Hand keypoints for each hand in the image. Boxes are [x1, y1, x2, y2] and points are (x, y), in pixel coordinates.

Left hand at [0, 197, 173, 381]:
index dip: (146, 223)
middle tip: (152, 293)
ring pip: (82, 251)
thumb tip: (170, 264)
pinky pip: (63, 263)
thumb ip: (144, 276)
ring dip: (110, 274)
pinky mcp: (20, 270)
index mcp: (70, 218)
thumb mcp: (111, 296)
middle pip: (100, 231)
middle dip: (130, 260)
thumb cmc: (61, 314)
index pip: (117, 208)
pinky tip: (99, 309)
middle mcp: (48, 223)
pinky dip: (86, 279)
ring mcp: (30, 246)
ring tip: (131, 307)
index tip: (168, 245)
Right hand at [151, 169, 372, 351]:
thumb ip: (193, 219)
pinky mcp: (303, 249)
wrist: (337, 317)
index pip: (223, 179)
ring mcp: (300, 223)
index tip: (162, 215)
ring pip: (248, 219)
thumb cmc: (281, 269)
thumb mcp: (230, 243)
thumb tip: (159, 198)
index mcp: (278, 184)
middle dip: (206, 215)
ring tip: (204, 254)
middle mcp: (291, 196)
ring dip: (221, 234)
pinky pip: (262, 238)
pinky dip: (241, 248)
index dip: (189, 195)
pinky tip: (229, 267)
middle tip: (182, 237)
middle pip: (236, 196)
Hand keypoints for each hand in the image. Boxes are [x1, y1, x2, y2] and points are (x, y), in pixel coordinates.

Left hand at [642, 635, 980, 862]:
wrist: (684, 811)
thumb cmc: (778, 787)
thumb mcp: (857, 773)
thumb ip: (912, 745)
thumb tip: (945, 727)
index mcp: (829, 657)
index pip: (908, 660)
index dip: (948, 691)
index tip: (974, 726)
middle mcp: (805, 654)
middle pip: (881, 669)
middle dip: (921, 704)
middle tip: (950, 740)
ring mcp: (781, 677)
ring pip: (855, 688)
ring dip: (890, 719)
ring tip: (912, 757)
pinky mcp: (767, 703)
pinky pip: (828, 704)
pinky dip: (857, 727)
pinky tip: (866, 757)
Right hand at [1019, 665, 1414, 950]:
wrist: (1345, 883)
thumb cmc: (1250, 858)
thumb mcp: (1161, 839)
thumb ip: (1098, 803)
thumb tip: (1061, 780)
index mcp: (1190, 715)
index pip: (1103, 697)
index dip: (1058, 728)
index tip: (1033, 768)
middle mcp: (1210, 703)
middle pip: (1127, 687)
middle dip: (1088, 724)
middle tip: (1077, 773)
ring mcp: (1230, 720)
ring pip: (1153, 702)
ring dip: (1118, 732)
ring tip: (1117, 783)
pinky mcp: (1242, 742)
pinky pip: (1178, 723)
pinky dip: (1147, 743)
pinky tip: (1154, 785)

=====

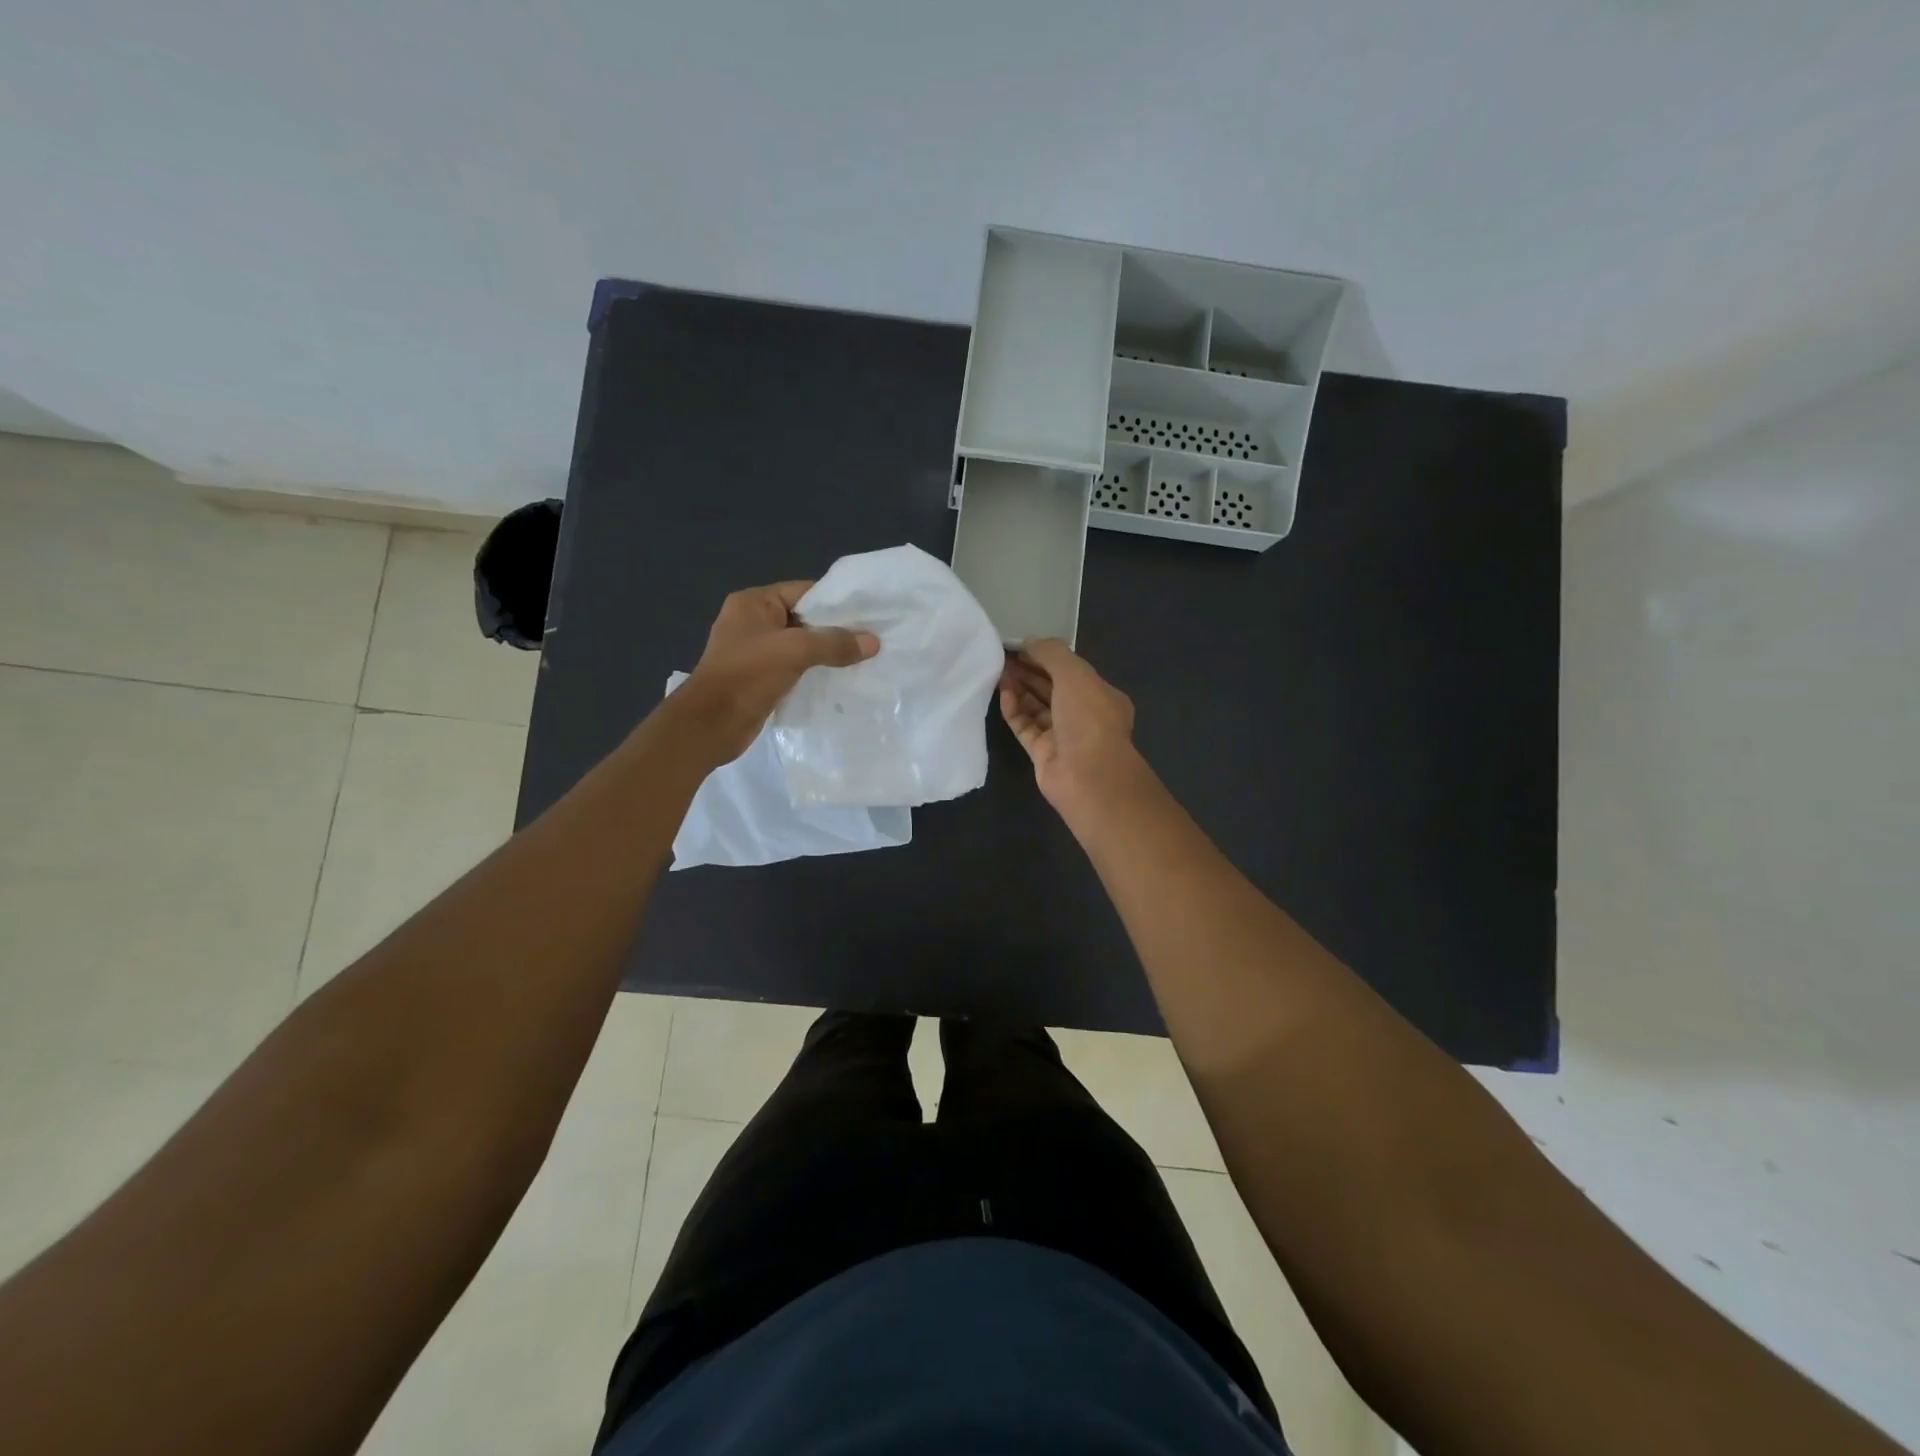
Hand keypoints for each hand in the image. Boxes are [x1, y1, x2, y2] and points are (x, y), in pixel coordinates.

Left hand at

=====

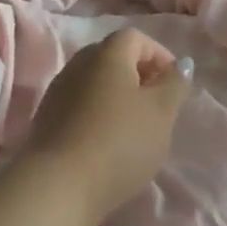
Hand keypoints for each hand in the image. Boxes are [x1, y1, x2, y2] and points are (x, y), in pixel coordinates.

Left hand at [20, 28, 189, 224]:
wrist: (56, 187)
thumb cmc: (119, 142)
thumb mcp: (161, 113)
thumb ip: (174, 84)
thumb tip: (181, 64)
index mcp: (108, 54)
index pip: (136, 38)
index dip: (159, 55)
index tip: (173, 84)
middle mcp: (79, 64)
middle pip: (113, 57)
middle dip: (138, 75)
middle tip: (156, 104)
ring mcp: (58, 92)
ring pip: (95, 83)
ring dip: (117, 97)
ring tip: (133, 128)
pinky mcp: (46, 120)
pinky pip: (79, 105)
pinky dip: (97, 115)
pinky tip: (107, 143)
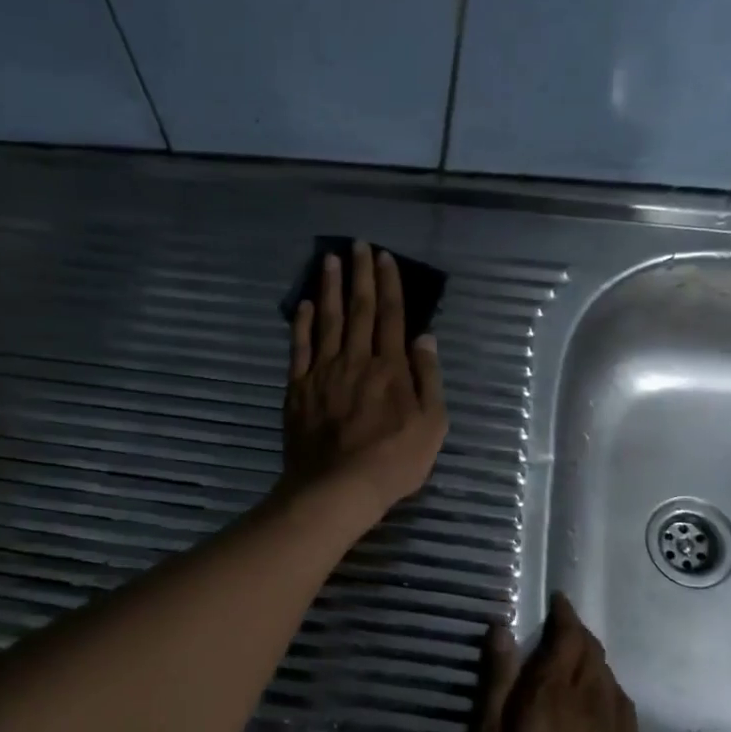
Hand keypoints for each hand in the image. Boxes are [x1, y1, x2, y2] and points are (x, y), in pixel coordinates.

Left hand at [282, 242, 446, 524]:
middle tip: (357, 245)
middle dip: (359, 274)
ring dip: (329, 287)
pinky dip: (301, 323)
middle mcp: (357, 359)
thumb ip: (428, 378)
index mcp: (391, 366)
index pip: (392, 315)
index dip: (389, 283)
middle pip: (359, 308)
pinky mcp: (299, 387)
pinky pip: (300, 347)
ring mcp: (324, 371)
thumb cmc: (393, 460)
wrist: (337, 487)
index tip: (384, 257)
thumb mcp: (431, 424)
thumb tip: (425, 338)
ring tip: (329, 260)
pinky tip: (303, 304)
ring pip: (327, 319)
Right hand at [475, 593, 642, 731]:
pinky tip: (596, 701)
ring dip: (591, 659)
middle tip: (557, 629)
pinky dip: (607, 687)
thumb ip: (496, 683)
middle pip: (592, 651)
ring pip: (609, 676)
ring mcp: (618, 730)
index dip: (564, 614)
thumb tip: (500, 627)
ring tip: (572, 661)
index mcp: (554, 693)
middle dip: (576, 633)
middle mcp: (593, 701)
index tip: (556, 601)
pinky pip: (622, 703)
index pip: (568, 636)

=====

# YOUR OBJECTIVE
Counting every line that holds the string "Left", give the total for the data above and nothing else.

# TASK RESULT
5